Its initial focus was first responder and emergency medical services using jet-powered personal flying devices, including a jetpack and more recently the Speeder.
But the Speeder has undergone a pandemic transformation. “We’ve moved away from the clustered engine concept. We’re down to a motorcycle-sized craft,” the company’s CEO and founder, David Mayman, tells Revolution.Aero. The newest prototype has cut down on the original airframe, which included more metal work to include a tether system. He says it can now fly tether-free.
The payload remains around 600lbs (273kgs) with a full tank of fuel. At present, the P1.5 (prototype 1.5) is about six feet long and three feet wide. However, Mayman says JPA’s flight control systems are its foremost intellectual property. And modifications to the body – for military use for example – should not be an issue to make.
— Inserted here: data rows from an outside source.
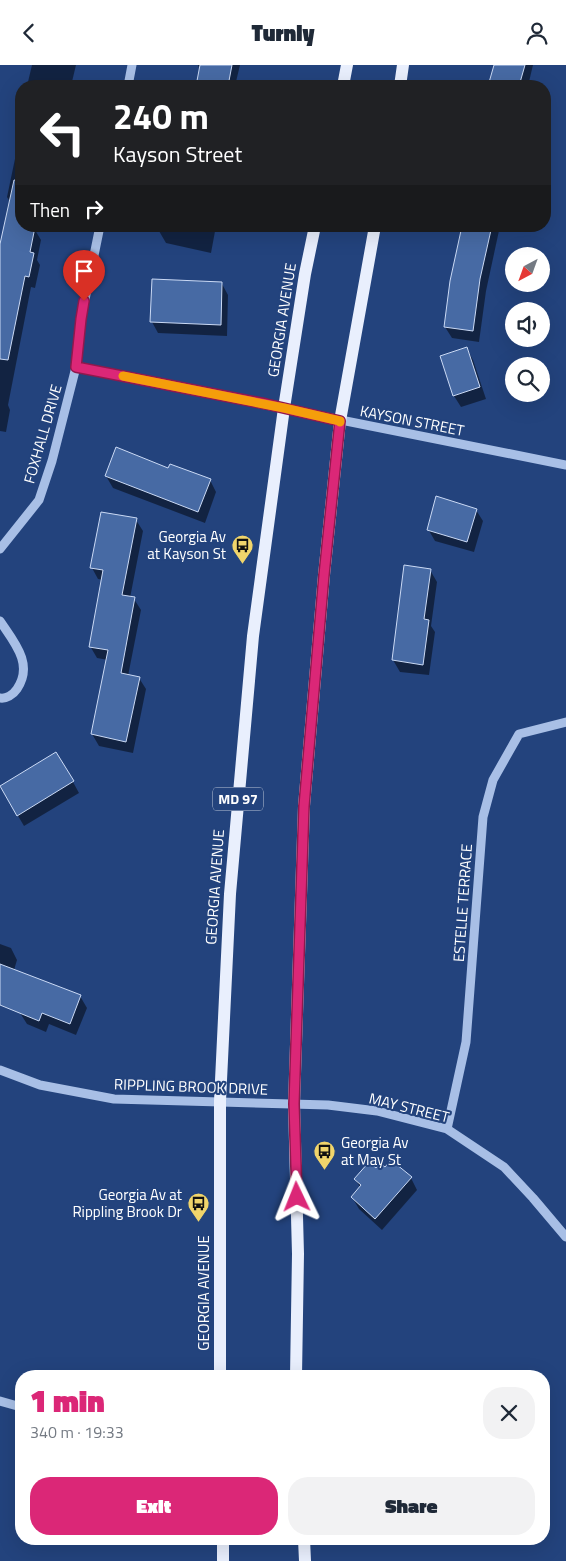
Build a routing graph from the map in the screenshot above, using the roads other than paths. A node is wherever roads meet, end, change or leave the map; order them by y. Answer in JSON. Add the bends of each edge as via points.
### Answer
{"nodes":[{"id":1,"x":132,"y":65,"type":"edge"},
{"id":2,"x":347,"y":65,"type":"edge"},
{"id":3,"x":403,"y":65,"type":"edge"},
{"id":4,"x":129,"y":80,"type":"edge"},
{"id":5,"x":344,"y":80,"type":"edge"},
{"id":6,"x":401,"y":80,"type":"edge"},
{"id":7,"x":99,"y":232,"type":"edge"},
{"id":8,"x":314,"y":232,"type":"edge"},
{"id":9,"x":373,"y":232,"type":"edge"},
{"id":10,"x":76,"y":367,"type":"junction"},
{"id":11,"x":284,"y":408,"type":"junction"},
{"id":12,"x":340,"y":421,"type":"junction"},
{"id":13,"x":566,"y":465,"type":"edge"},
{"id":14,"x":0,"y":549,"type":"edge"},
{"id":15,"x":0,"y":621,"type":"edge"},
{"id":16,"x":0,"y":699,"type":"edge"},
{"id":17,"x":566,"y":722,"type":"edge"},
{"id":18,"x":0,"y":1070,"type":"edge"},
{"id":19,"x":220,"y":1101,"type":"junction"},
{"id":20,"x":294,"y":1104,"type":"junction"},
{"id":21,"x":446,"y":1129,"type":"junction"},
{"id":22,"x":566,"y":1237,"type":"edge"},
{"id":23,"x":220,"y":1370,"type":"edge"},
{"id":24,"x":296,"y":1370,"type":"edge"},
{"id":25,"x":0,"y":1401,"type":"edge"},
{"id":26,"x":15,"y":1405,"type":"edge"},
{"id":27,"x":223,"y":1545,"type":"edge"},
{"id":28,"x":304,"y":1545,"type":"edge"},
{"id":29,"x":223,"y":1561,"type":"edge"},
{"id":30,"x":305,"y":1561,"type":"edge"}],
"edges":[{"from":1,"to":4,"type":"street"},
{"from":2,"to":5,"type":"main road"},
{"from":3,"to":6,"type":"main road"},
{"from":7,"to":10,"type":"street","name":"FOXHALL DRIVE","via":[[81,319]]},
{"from":8,"to":11,"type":"main road","name":"GEORGIA AVENUE","number":"MD 97"},
{"from":9,"to":12,"type":"main road"},
{"from":10,"to":11,"type":"street","name":"KAYSON STREET"},
{"from":10,"to":14,"type":"street","name":"FOXHALL DRIVE","via":[[52,461],[38,500]]},
{"from":11,"to":12,"type":"street","name":"KAYSON STREET"},
{"from":11,"to":19,"type":"main road","name":"GEORGIA AVENUE","number":"MD 97","via":[[253,636],[230,894]]},
{"from":12,"to":13,"type":"street","name":"KAYSON STREET"},
{"from":12,"to":20,"type":"main road","via":[[304,806]]},
{"from":15,"to":16,"type":"street","via":[[24,663],[21,683],[15,693]]},
{"from":17,"to":21,"type":"street","name":"ESTELLE TERRACE","via":[[519,734],[493,780],[483,817],[466,1043]]},
{"from":18,"to":19,"type":"street","name":"RIPPLING BROOK DRIVE","via":[[40,1085],[114,1099]]},
{"from":19,"to":20,"type":"street","name":"RIPPLING BROOK DRIVE"},
{"from":19,"to":23,"type":"main road","name":"GEORGIA AVENUE","number":"MD 97"},
{"from":20,"to":21,"type":"street","name":"MAY STREET","via":[[377,1111]]},
{"from":20,"to":24,"type":"main road","via":[[298,1254]]},
{"from":21,"to":22,"type":"street","name":"MAY STREET","via":[[504,1167]]},
{"from":25,"to":26,"type":"street"},
{"from":27,"to":29,"type":"main road"},
{"from":28,"to":30,"type":"main road"}]}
Aside from producing a sleek flying bike, JPA has surfaced from the pandemic with some other announcements. The company revealed a $800,000 order this month for the sale of two JB12 JetPacks to an undisclosed military customer in Southeast Asia.
“We have just sold two of our legacy products – the jetpacks – to a government in Southeast Asia.” This has led to more enquiries from that region about the Speeder, says Mayman.
Mayman and JPA have also forged a connection with a leading EMS provider in Europe, in anticipation for the next stage of medical services using eVTOL.
Some of the first use cases remain emergency medical and military applications. There is also potential for firefighting. JPA will aim for military certification towards the end of 2022, says Mayman.
JPA was included in a list of 35 top high-speed VTOLs selected by the US Air Force’s AFWERX programme. The programme aims to bring forward the best in the future of aviation and defence. “They want something that can fly at jet-like speeds – 400 miles an hour plus – which we have modelled we can do in the cargo versions,” said Mayman
He is visibly excited. “It is the same vehicle which could be applied, for instance, to ultra-high speed cargo delivery in a civilian context. Or firefighting. What else could a firefighting unit carry with it that could launch within minutes and carry 600-1000 lbs of fire retardant without calling a helicopter?” he said. Mayman sees such applications arriving closer to 2023.
Individual consumers might also eventually have access to a vehicle with a lower thrust class. However, Mayman wants to see “thousands of hours put in with the [US] Department of Defense before this”. Of course, there are some specific challenges with military applications, according to Mayman and other experts at a recent Revolution.Aero Town Hall on government contracts.
Other companies developing solutions are Bell, Karem Aircraft and Jaunt Air Mobility.
The next big milestone for the company, after flight testing the P1.5 – which has begun this week – will be the P2 in the first quarter of next year. P2 will be fully autonomous, said Mayman. “At the at the moment, we are operating half using remote control and half using sensors like LIDAR [light detection and ranging] and radar systems.”
JPA is open to letters of interest to explore new use cases. “We are actively talking to potential customers for high-speed cargo, for example, offshore oil and wind farms.”